Cops hit out at the council in March 2013 after they didn’t move a group off travellers off South Treviddo Farm, Horningtops, near Liskeard.
Inspector Tony Joslin said petty thefts increased and there were minor upsets with locals – with groups of gypsies asking to use the Lux Park showers and a row in Morrisons.
The land’s council-owned and rented by a farmer.
Locals complained of ‘dogs running around’ loose and mess, and the police complained the council faffed about with ‘welfare assessments’ instead of giving 48 hours notice to quit.
Now the local authority have announced South Treviddo will become a permanent ‘transit site’ for Gypsies.
They’re inviting local people to come to a “public exhibition” in Liskeard and voice their opinions on the “authorised and managed Gypsy and Traveller transit site”
It’s a Cornwall Housing initiative. The highly paid MD, senior bureaucrat Jane Barlow, says she wants to ‘get the views of those who live around the area”
There’s no indication the local community have a choice in the matter. Housing chief Geoff Brown touted the permanent camp as the only alternative to squatting.
In its Summer 2013 newsletter, Jane and her ‘Chair’ (chairman) Nick Ball chose for the first item (p3) to be an advert for the long discredited, socially divisive domestic violence industry – inferring that council tenants top priority should be to police their own behaviour in personal relationships, rather than emphasising any responsibility on behalf of their landlady to allow them a choice in planning matters that affect them.

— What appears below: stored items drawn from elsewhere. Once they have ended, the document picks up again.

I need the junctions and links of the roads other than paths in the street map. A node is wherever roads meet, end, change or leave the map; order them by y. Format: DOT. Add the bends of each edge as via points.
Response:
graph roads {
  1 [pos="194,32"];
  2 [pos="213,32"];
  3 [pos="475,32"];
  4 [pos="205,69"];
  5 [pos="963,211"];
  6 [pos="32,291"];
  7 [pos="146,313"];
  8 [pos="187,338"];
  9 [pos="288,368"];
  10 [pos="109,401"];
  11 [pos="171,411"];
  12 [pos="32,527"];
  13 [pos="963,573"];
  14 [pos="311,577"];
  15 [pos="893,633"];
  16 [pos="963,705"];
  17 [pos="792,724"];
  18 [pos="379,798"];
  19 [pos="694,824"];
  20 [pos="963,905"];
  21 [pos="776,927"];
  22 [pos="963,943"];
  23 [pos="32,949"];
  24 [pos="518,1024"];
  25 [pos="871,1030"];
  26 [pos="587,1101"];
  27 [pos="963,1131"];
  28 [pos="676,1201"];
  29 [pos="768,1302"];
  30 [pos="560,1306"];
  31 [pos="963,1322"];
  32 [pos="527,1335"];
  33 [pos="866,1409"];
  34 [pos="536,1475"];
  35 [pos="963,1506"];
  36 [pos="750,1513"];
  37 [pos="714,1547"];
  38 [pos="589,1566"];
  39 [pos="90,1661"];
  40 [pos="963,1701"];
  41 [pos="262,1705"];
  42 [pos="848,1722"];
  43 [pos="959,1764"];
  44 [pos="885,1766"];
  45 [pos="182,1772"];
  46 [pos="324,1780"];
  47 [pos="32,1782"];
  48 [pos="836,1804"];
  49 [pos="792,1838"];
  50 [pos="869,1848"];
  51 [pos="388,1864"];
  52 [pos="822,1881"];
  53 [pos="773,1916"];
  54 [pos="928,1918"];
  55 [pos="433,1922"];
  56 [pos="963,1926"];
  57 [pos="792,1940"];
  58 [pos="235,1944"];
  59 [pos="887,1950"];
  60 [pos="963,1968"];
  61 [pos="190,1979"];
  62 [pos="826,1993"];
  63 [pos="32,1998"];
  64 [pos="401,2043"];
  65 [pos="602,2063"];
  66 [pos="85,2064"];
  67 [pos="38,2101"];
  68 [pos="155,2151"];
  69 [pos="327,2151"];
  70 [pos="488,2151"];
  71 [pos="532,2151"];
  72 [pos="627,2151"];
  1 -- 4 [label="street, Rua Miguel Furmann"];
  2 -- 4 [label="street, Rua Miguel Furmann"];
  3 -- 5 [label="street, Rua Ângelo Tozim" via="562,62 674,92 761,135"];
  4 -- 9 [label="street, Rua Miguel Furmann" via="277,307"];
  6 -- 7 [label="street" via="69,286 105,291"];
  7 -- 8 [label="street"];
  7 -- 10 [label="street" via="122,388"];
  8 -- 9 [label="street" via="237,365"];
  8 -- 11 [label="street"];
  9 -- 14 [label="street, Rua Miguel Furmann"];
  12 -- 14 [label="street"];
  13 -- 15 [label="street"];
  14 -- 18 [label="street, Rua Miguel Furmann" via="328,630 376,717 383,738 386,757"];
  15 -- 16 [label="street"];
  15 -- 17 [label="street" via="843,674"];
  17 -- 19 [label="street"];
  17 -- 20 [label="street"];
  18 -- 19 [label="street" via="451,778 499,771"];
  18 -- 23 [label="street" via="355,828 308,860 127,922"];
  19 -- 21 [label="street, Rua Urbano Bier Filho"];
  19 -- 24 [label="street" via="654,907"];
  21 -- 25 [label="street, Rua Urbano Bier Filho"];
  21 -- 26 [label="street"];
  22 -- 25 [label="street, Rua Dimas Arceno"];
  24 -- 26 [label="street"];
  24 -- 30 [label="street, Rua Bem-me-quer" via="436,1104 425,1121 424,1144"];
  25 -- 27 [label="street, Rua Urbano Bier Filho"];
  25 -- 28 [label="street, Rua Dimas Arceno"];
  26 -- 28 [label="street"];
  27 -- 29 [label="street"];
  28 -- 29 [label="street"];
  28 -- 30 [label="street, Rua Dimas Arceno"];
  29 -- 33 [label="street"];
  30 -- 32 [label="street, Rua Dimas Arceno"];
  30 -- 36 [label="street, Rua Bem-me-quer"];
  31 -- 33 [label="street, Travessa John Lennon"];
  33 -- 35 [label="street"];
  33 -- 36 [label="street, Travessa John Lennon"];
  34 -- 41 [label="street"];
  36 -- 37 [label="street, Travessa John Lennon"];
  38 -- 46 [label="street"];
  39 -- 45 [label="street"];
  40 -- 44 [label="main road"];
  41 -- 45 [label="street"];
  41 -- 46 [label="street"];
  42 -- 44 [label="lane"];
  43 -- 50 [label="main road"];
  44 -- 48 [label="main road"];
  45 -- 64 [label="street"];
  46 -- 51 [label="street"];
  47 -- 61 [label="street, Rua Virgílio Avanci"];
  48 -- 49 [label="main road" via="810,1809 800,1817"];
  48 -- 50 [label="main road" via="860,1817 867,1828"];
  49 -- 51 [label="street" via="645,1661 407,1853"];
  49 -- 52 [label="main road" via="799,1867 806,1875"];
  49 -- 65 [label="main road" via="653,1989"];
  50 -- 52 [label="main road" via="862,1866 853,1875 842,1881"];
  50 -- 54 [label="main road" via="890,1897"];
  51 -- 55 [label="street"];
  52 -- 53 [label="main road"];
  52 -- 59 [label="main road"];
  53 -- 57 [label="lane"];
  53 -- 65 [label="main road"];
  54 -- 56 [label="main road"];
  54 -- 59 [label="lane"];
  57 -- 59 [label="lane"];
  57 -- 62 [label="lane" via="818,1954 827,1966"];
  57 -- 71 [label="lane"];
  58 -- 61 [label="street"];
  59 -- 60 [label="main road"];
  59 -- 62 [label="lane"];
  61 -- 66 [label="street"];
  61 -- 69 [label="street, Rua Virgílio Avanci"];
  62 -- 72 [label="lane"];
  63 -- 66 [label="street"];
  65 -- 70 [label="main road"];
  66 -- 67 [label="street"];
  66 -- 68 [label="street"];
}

Barlow, a career feminist, said: “We really want people to come and see the details; speak to representatives from Cornwall Council and Cornwall Housing and give their views. We have spoken informally with the local parish councils and Cornwall councillors and we have written to those immediately in the vicinity of the proposed site. We now want to get the views of those who live in and around the area.”
She said the councils ‘statutory responsibility’ was to provide gypsy sites, with ‘basic facilities’, such as ‘toilets and a water supply’.
Housing chief Geoff Brown said: ““Cornwall Council is committed to ensuring that members of the travelling communities have the same rights and responsibilities as every other person.
“Properly managed sites will benefit Gypsies and Travellers and the local settled community alike.
“They will reduce the number of unauthorised encampments that sometimes cause problems and increase the potential risk of tensions between Gypsies and Travellers and the local population.
“Unauthorised sites also raise concern amongst many that some in the Gypsy and Traveller population do not abide by the planning system.
“By providing properly managed sites, there is an alternative for Gypsies and Travellers rather than taking the unauthorised route.
There is an urgent need for a managed transit site and this piece of Council owned land is available and suitable because of its accessibility and location for a short stay transit site for no more than 15 families.”
South Treviddo is near Liskeard on the junction of the Looe Road with the A30.
After the public consultation, the transit site proposal will be subject to the full planning process.
A council spokeswoman said there’d be more sites as time went on.
She explained: “The council will be bringing forward further proposed locations in other parts of Cornwall as it works to provide a network of small sites to meet existing needs and to address unauthorised encampments.”
The exhibition will be held in the Long Room, Public Hall, 3-5 West Street, Liskeard PL14 6BW on Thursday 10 April from 10am to 6pm.